*** Opening Records for this task ***

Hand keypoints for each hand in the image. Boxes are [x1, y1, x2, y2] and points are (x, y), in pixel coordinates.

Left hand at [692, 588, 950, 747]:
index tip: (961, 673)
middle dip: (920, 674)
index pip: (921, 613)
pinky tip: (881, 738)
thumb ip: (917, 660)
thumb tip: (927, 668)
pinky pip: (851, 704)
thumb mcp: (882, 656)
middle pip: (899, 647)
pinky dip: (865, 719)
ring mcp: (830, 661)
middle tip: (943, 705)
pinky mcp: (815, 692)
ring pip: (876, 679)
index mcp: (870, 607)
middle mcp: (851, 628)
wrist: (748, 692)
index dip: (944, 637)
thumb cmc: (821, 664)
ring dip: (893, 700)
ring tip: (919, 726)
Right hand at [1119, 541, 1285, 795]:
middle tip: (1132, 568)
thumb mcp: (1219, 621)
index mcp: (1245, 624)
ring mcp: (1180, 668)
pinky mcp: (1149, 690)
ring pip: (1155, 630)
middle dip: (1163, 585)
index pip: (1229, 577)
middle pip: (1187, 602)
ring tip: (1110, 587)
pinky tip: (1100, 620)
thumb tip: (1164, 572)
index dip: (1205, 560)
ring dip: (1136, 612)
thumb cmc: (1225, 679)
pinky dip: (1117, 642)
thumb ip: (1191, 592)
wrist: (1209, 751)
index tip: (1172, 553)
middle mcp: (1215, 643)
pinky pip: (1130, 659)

*** Closing Records for this task ***
*** Opening Records for this task ***

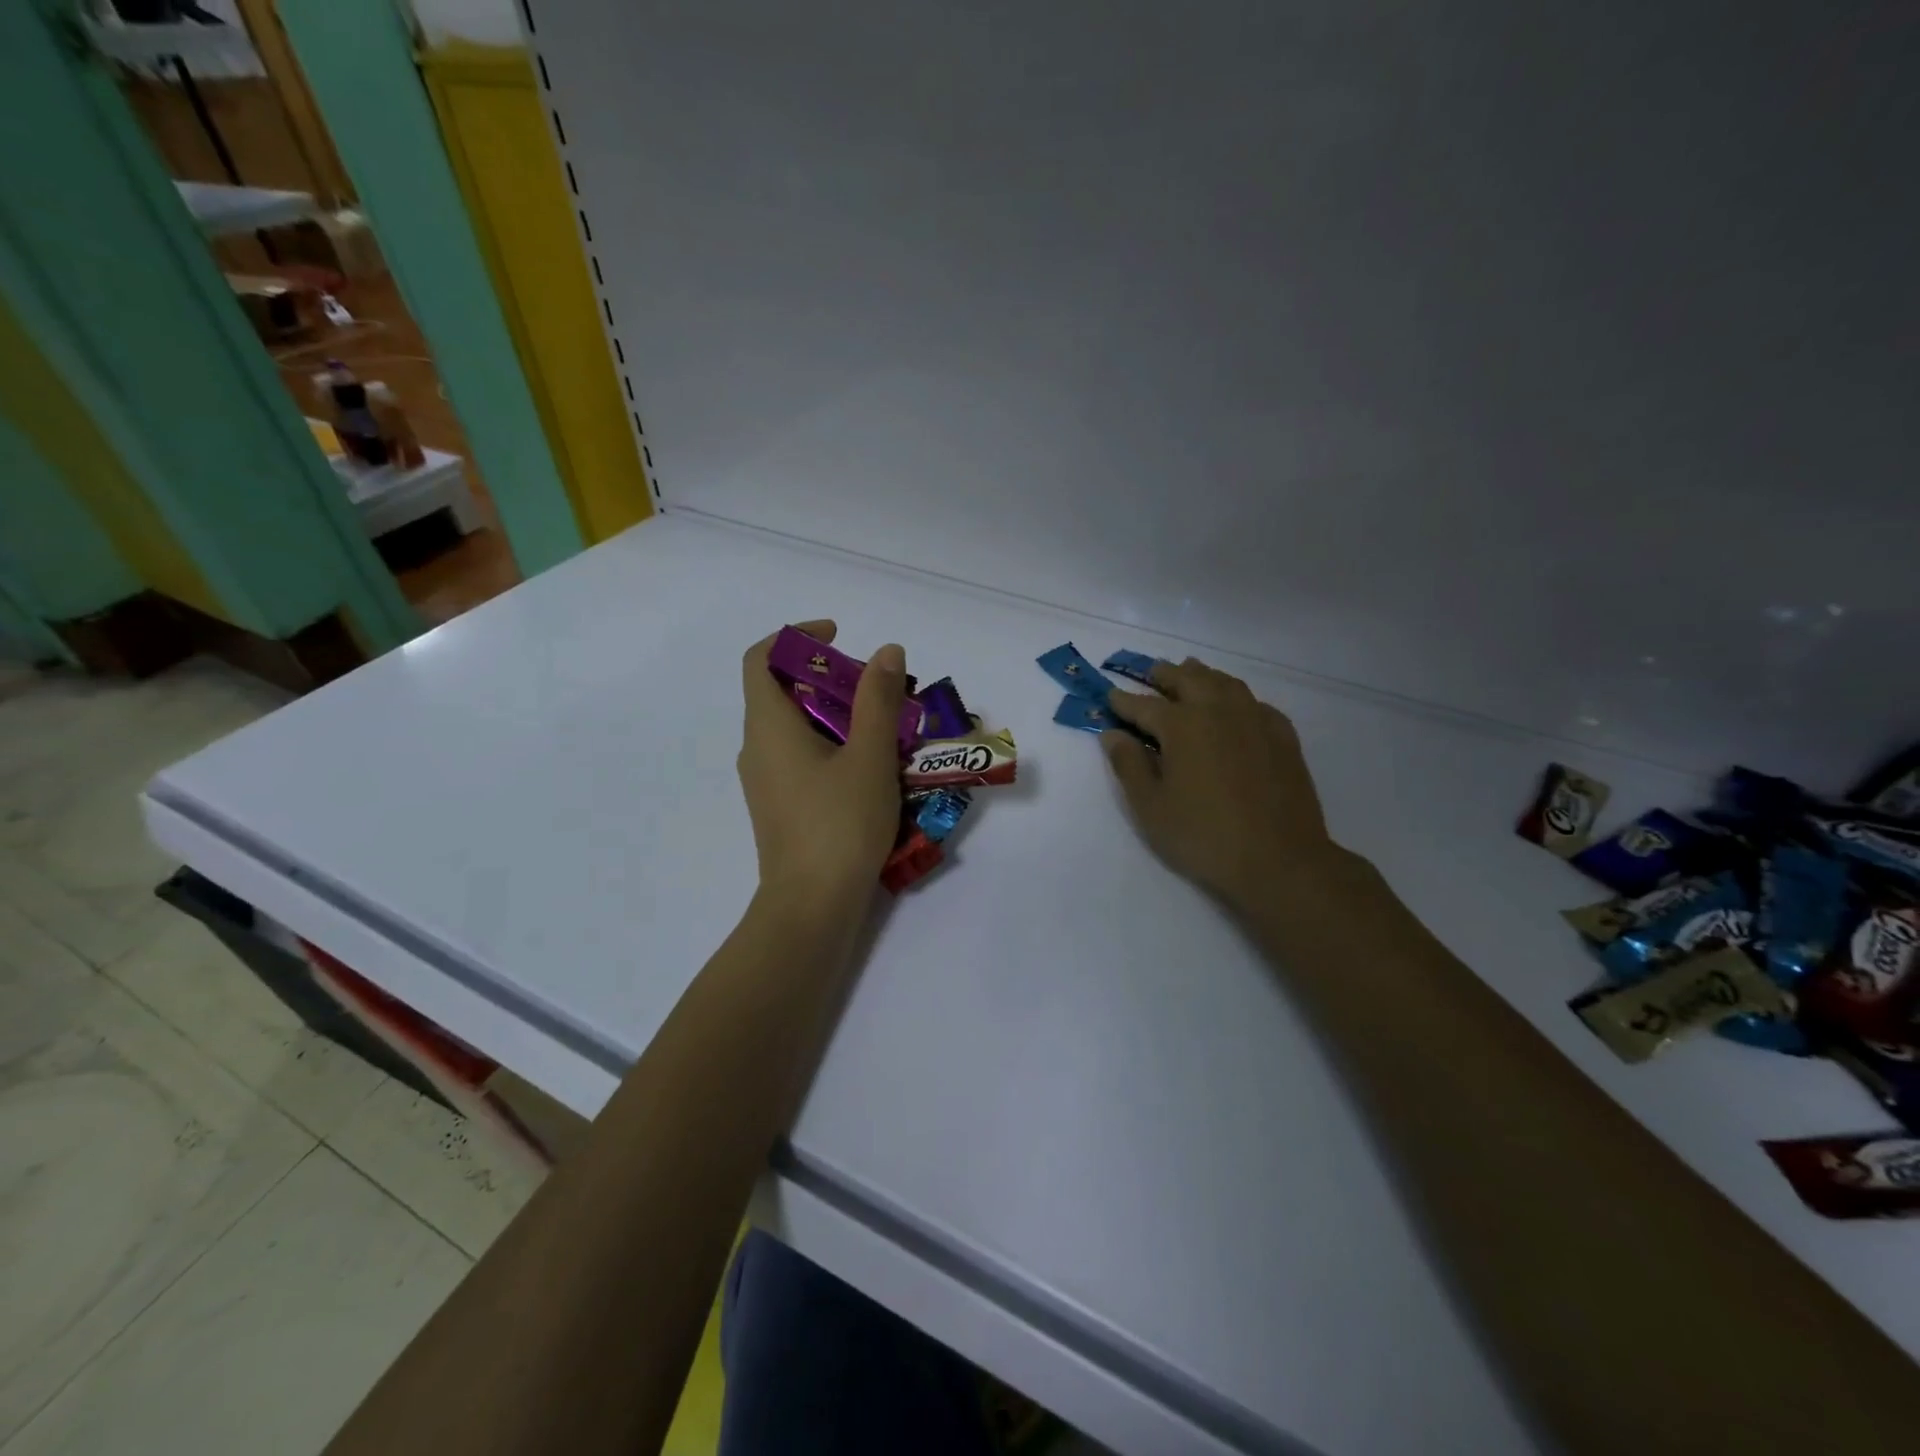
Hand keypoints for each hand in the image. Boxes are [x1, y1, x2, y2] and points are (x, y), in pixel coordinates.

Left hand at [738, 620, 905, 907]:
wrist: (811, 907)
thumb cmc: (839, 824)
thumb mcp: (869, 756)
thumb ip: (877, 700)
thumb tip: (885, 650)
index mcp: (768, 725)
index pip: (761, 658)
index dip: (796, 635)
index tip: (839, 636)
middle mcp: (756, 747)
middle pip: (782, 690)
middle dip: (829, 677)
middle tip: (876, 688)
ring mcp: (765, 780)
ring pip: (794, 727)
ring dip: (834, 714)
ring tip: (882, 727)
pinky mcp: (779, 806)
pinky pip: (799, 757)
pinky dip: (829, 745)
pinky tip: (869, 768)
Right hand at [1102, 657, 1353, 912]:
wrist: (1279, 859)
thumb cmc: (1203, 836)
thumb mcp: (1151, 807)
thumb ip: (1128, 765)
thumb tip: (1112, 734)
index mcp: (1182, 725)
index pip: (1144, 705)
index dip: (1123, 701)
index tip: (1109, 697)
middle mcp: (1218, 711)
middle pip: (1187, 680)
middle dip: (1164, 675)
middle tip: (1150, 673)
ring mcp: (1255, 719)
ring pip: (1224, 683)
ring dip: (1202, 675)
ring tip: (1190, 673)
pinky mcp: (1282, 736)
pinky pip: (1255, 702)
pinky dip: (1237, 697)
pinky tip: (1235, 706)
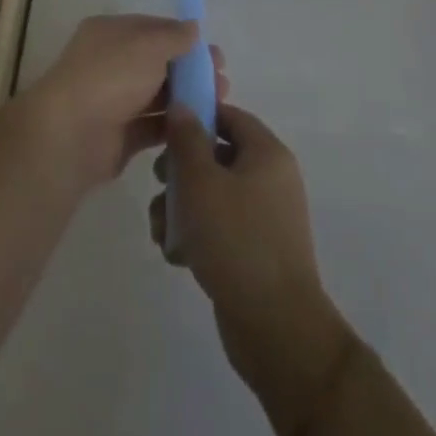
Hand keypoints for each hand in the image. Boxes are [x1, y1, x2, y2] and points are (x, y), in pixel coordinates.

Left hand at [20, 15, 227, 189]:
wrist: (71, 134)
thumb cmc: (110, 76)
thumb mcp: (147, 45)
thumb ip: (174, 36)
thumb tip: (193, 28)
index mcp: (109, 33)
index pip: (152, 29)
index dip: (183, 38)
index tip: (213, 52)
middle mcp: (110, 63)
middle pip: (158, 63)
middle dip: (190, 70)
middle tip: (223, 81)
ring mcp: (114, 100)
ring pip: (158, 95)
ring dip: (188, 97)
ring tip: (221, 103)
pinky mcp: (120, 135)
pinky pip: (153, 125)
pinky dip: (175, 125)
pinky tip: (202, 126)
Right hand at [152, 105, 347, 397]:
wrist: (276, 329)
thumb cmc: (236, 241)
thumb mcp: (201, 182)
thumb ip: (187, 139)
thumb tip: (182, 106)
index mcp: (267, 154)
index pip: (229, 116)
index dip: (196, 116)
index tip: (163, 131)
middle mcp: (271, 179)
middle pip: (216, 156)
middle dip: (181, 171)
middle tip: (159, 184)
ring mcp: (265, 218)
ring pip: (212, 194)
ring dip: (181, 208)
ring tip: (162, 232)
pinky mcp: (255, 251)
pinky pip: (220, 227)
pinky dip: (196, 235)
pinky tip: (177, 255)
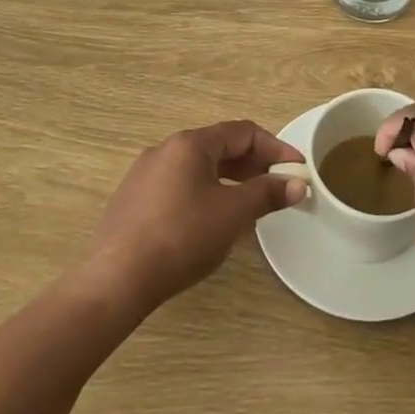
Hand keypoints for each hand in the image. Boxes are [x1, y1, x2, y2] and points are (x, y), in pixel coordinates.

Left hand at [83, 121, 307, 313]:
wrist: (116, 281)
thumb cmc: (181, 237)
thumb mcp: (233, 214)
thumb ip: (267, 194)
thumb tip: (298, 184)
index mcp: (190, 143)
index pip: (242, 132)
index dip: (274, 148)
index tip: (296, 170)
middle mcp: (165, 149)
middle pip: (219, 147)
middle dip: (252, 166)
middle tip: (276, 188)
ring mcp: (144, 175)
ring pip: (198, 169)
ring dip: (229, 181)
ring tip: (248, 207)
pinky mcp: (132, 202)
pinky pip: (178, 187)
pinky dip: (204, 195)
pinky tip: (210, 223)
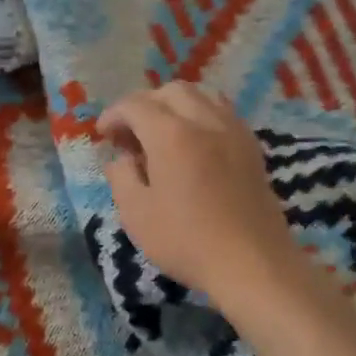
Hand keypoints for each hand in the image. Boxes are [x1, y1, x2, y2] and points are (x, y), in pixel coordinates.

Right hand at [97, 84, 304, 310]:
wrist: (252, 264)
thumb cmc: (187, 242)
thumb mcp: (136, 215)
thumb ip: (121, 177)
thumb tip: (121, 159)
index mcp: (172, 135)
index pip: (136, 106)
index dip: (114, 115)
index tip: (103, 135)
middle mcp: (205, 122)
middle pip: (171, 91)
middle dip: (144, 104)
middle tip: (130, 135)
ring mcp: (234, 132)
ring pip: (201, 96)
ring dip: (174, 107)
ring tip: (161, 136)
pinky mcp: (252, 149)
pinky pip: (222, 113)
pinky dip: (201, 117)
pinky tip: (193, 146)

*** Closing Records for this task ***
*** Opening Records for this task ***

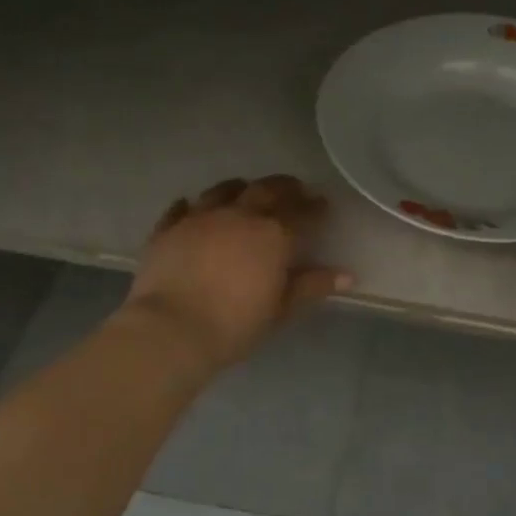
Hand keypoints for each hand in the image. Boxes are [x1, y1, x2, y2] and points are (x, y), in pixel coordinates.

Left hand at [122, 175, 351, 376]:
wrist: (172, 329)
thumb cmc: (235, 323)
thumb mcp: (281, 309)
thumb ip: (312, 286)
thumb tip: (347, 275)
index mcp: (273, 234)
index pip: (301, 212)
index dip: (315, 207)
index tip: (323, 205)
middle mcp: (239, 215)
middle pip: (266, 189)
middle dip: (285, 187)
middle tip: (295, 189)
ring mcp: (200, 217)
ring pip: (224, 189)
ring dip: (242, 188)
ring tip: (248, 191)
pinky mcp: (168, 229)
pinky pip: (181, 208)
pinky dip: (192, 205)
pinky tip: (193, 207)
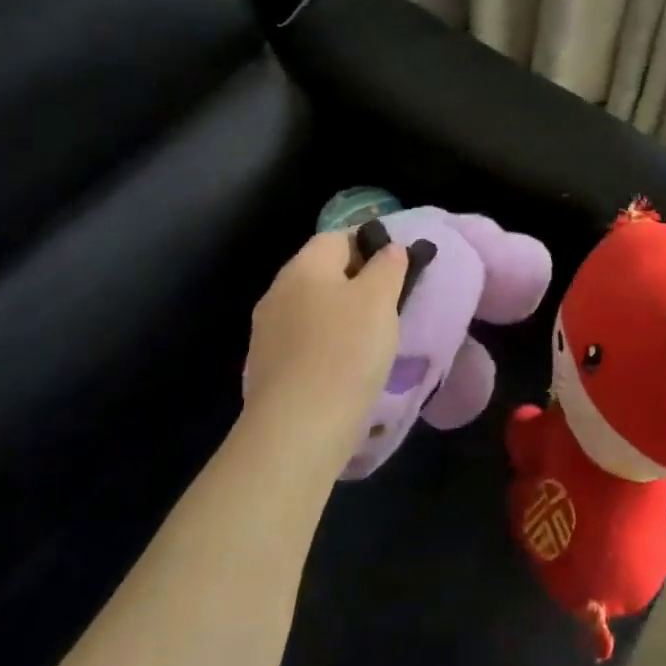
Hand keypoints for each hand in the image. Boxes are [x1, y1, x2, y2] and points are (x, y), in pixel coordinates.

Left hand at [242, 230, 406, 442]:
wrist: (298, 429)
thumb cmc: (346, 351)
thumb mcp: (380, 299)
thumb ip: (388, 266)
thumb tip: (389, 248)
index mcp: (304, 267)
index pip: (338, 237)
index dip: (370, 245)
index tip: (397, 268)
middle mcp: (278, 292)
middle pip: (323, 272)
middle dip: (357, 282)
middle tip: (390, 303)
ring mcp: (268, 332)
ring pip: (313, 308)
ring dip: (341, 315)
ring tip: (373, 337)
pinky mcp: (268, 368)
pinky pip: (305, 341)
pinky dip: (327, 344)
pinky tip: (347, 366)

*** Closing Records for this task ***

#### Your objective
Could you transcribe the entries above word for word, from the line with "thumb mcp: (1219, 621)" down to the line with "pinky pip: (1130, 659)", keeping both?

#### Your solution
thumb mcp: (1219, 621)
index mcp: (1245, 624)
ring mcp: (1180, 668)
pinky mcp: (1149, 690)
ring pip: (1155, 630)
middle dip: (1163, 585)
index pip: (1229, 577)
middle pip: (1187, 602)
ring tip: (1110, 587)
pinky tip: (1100, 620)
thumb tip: (1164, 572)
index dip: (1205, 560)
ring dip: (1136, 612)
thumb cmc: (1225, 679)
pinky dip: (1117, 642)
thumb ip: (1191, 592)
wrist: (1209, 751)
index tip: (1172, 553)
middle mcp: (1215, 643)
pinky pip: (1130, 659)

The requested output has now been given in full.